Zarif’s visit stirs Argentina anger

April 20, 2018 14:58
GettyImages-468391738

v Iranian Foreign Minister Mohammad Javad Zarif’s visit to Uruguay and Brazil this week has stirred controversy in neighbouring Argentina, where Iran is alleged to have planned two fatal bomb attacks.

Leaders of Daia, the umbrella group for Argentine Jews, said the visits should not have taken place given Iran’s involvement in the attacks on Jewish and Israeli targets in the 1990s.

Daia president Ariel Cohen Sabban said he opposed Mr Zarif’s visit as the representative of “a country which seeks the destruction of the Jewish people and the State of Israel.”

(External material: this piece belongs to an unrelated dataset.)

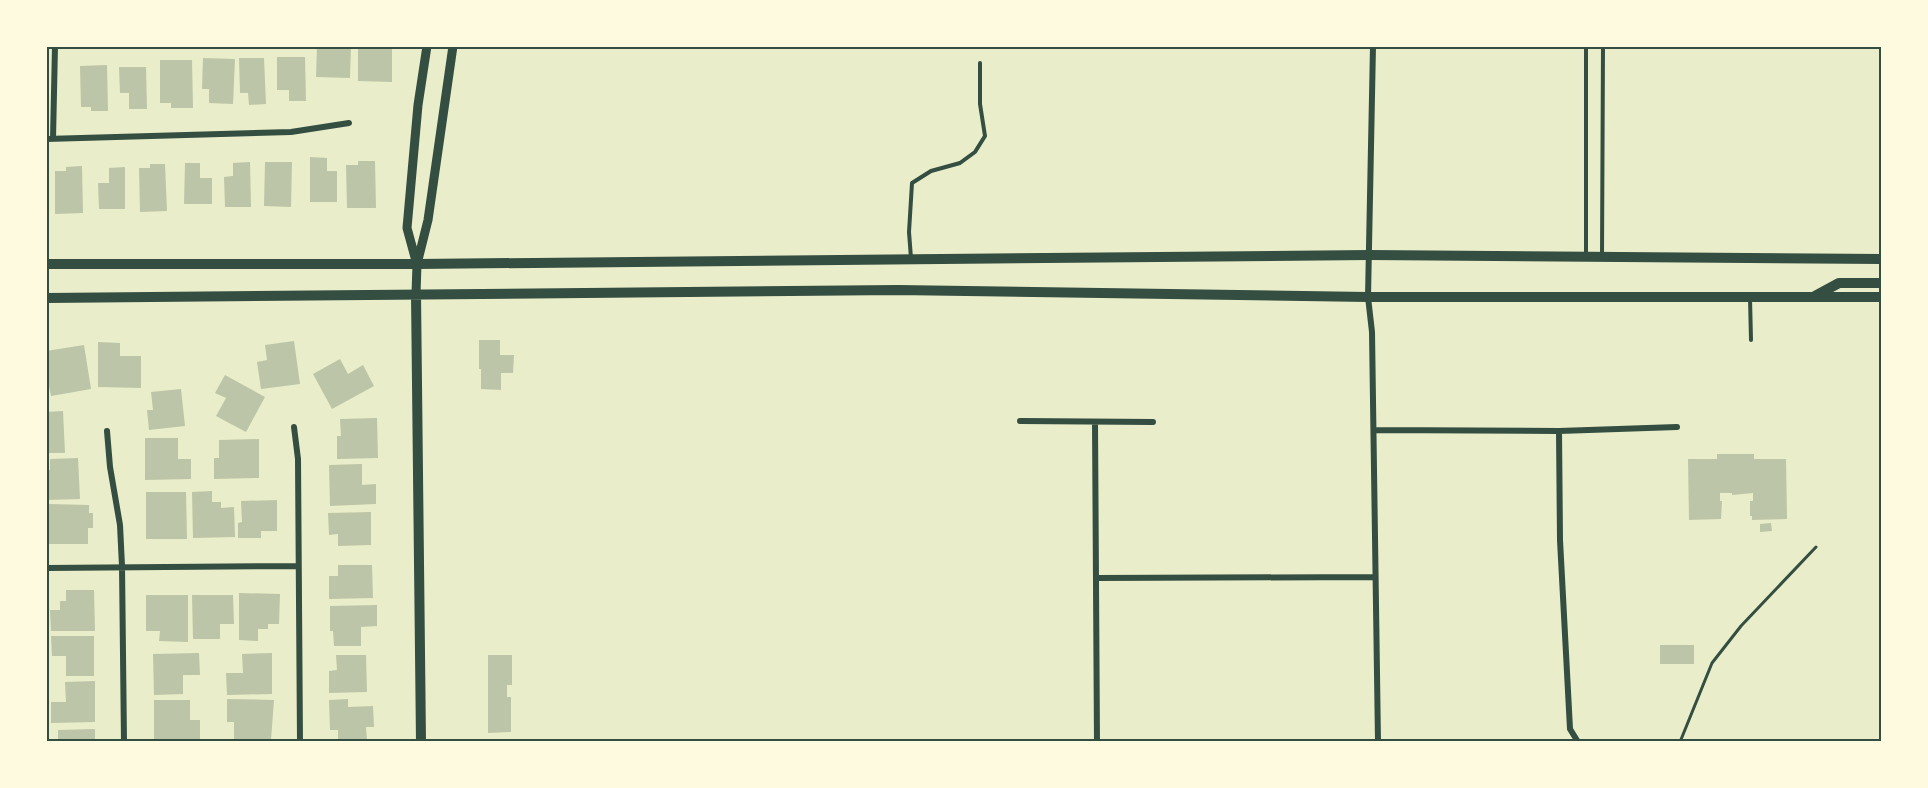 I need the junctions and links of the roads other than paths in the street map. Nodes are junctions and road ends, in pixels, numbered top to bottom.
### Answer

“We realise that we cannot prevent one country doing business with another,” added Nina Ben Ami, the Israeli Ambassador to Uruguay. “Nevertheless, we remain alarmed by a country which was responsible for the attack on the Israeli Embassy in Argentina and which declares in the United Nations that Israel must disappear.”

Iran is accused of masterminding the 1992 attack on the Israeli Embassy, which killed 29 people, and the bombing of the Amia Jewish centre two years in which 85 people lost their lives.

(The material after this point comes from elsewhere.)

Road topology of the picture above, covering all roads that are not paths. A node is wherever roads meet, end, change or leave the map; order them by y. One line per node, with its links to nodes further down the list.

In a letter to Uruguay’s president, Tabaré Vázquez, Shimon Samuels and Ariel Gelblung from the Simon Wiesenthal Centre said the decision to grant Mr Zarif a state visit “merely encourages Tehran to support terror and Holocaust denial in the Americas”.

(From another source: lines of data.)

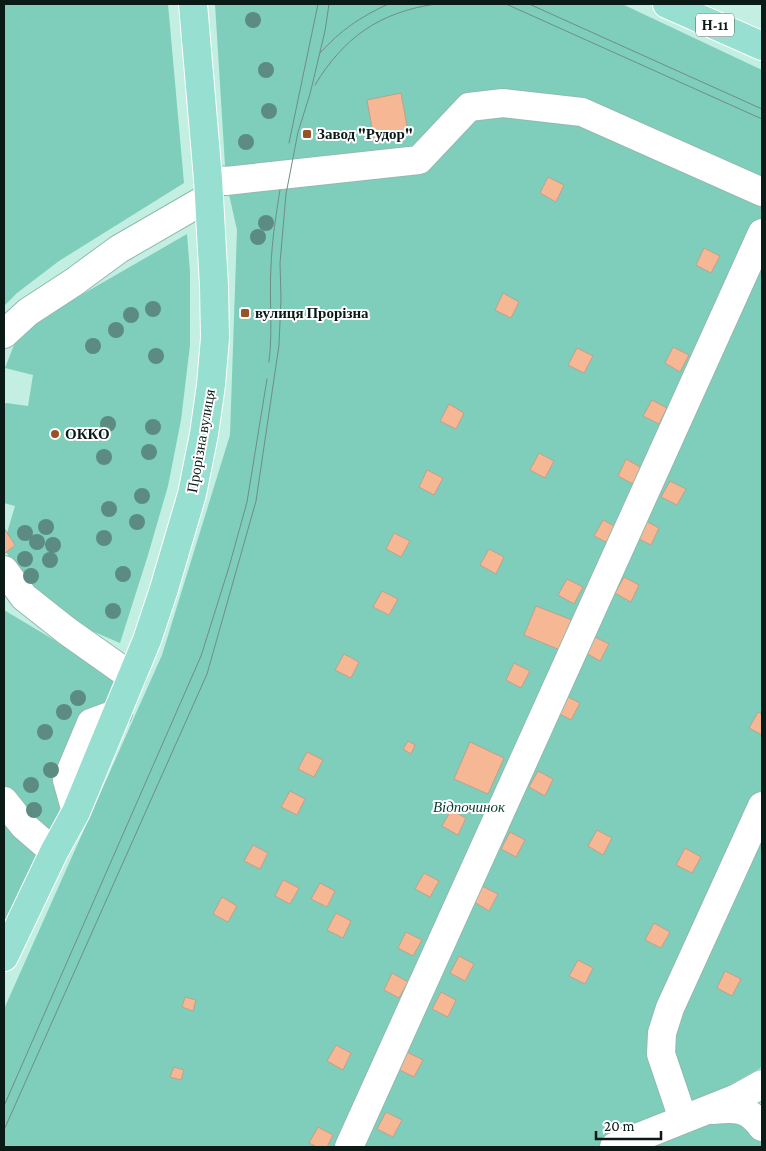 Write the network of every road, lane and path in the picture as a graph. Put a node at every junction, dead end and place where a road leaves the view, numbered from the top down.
1 (193, 4) edge
2 (667, 4) edge
3 (762, 46) edge
4 (209, 188) junction
5 (762, 192) edge
6 (762, 233) edge
7 (4, 334) edge
8 (4, 570) edge
9 (132, 677) junction
10 (4, 801) edge
11 (762, 806) edge
12 (54, 852) junction
13 (4, 957) edge
14 (762, 1084) edge
15 (693, 1115) junction
16 (762, 1127) edge
17 (348, 1147) edge
18 (614, 1147) edge

1 - 4 main road, Прорізна вулиця
2 - 3 main road, Н-11
4 - 5 street
4 - 7 street
4 - 9 main road, Прорізна вулиця
6 - 17 street
8 - 9 street
9 - 12 main road, Прорізна вулиця
10 - 12 street
11 - 15 street
12 - 13 main road, Прорізна вулиця
14 - 15 street
15 - 16 street
15 - 18 street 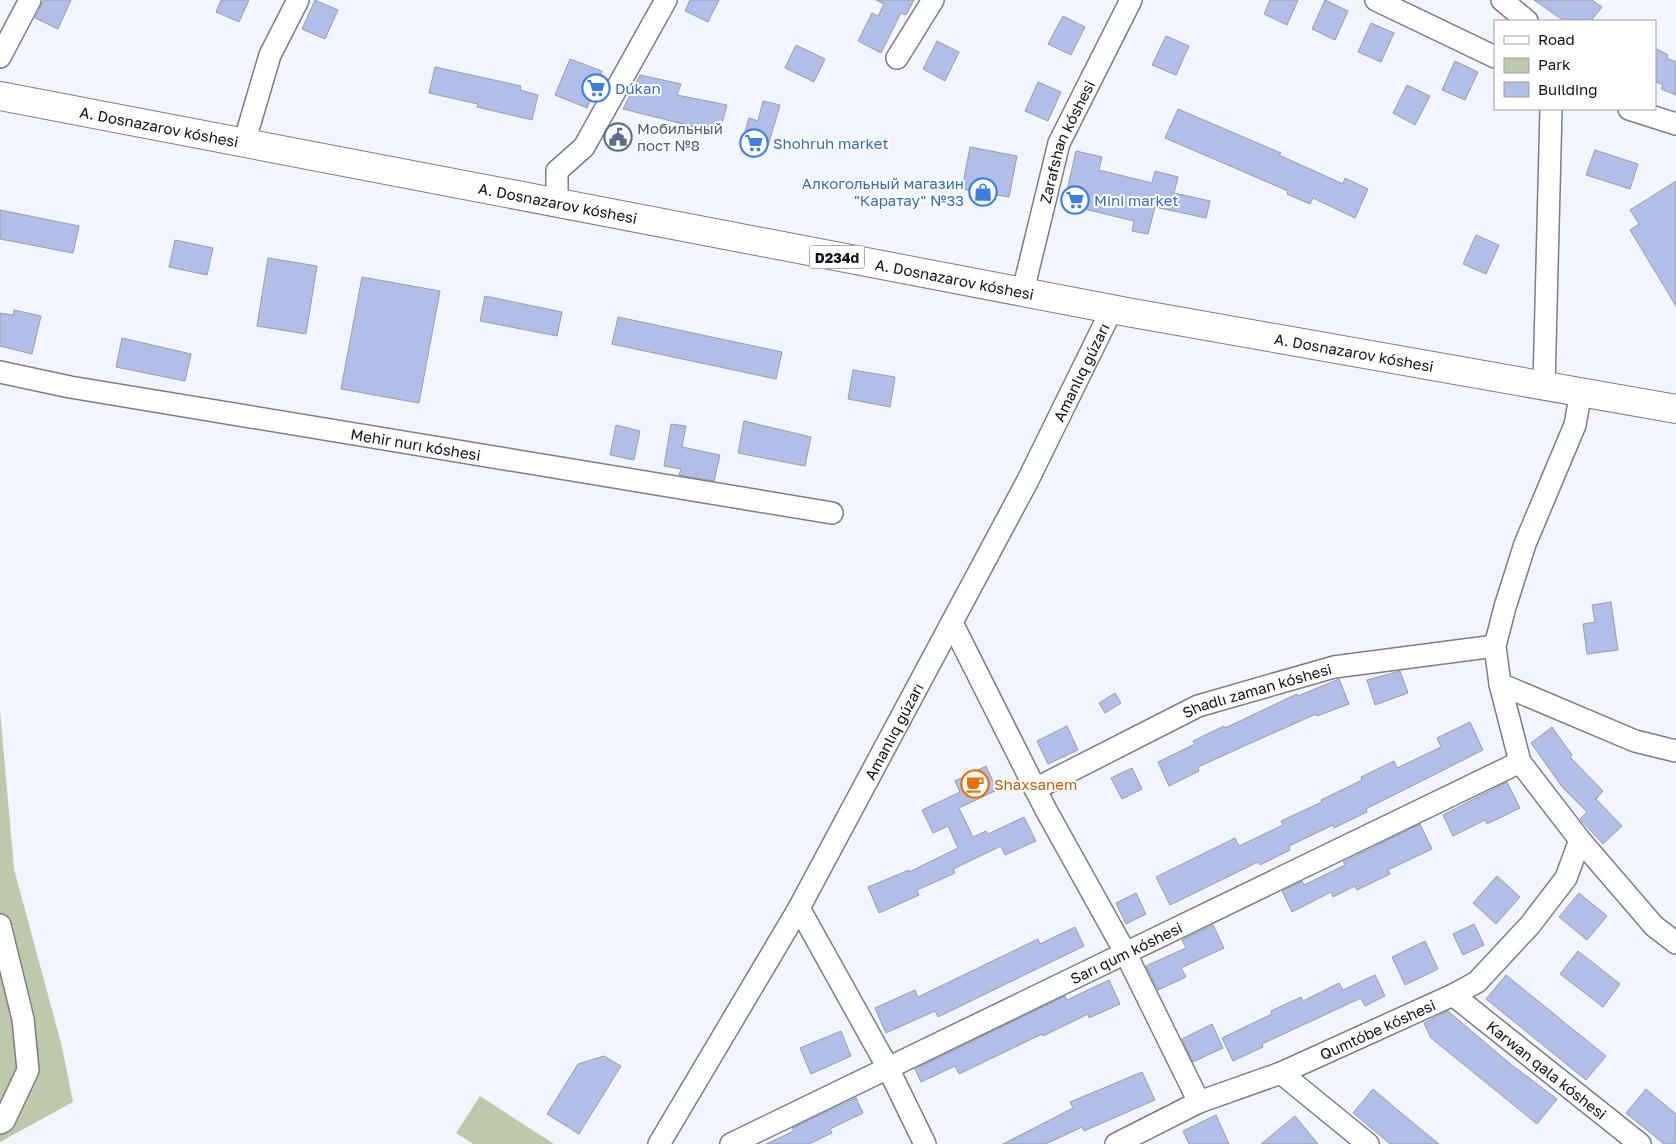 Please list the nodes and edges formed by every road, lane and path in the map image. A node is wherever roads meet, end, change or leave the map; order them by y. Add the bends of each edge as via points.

The letter continued: “Uruguay is betraying its membership of the Organisation of American States by receiving a high-ranking official of a state implicated in the financing, planning and carrying out the terrorist attacks … Iran is still harbouring those accused of the attacks, in complete contempt for Interpol’s arrest warrants, and refuses to co-operate with the Argentinian judicial investigation.”

Mr Zarif’s tour this week, which included visits to Senegal and Namibia, was billed as an attempt to boost diplomatic and trade ties with parts of South America and Africa.

Relations between Iran and Argentina have been tense since the 1994 Amia centre bombing, the worst terror attack in Argentina’s history, which remains controversial because of the fate of Alberto Nisman, the special prosecutor appointed to investigate the attack on its tenth anniversary.

In 2006 Nisman accused the Iranian government of having planned the bombing and the Hezbollah terrorist group of having carried it out.

In early January 2015, he accused the then president Cristina Kirchner and her foreign minister Héctor Timerman of covering up for the Iranian suspects in the case.

Six days later, just hours before he was due to present his findings in front of the Argentine Congress, he was found dead with a handgun near his body and a bullet in his head.

A subsequent private investigation found that he had been murdered, rather than committing suicide as had initially been suggested by President Kirchner.

An official investigation by the Argentine judiciary came to the same conclusion last year.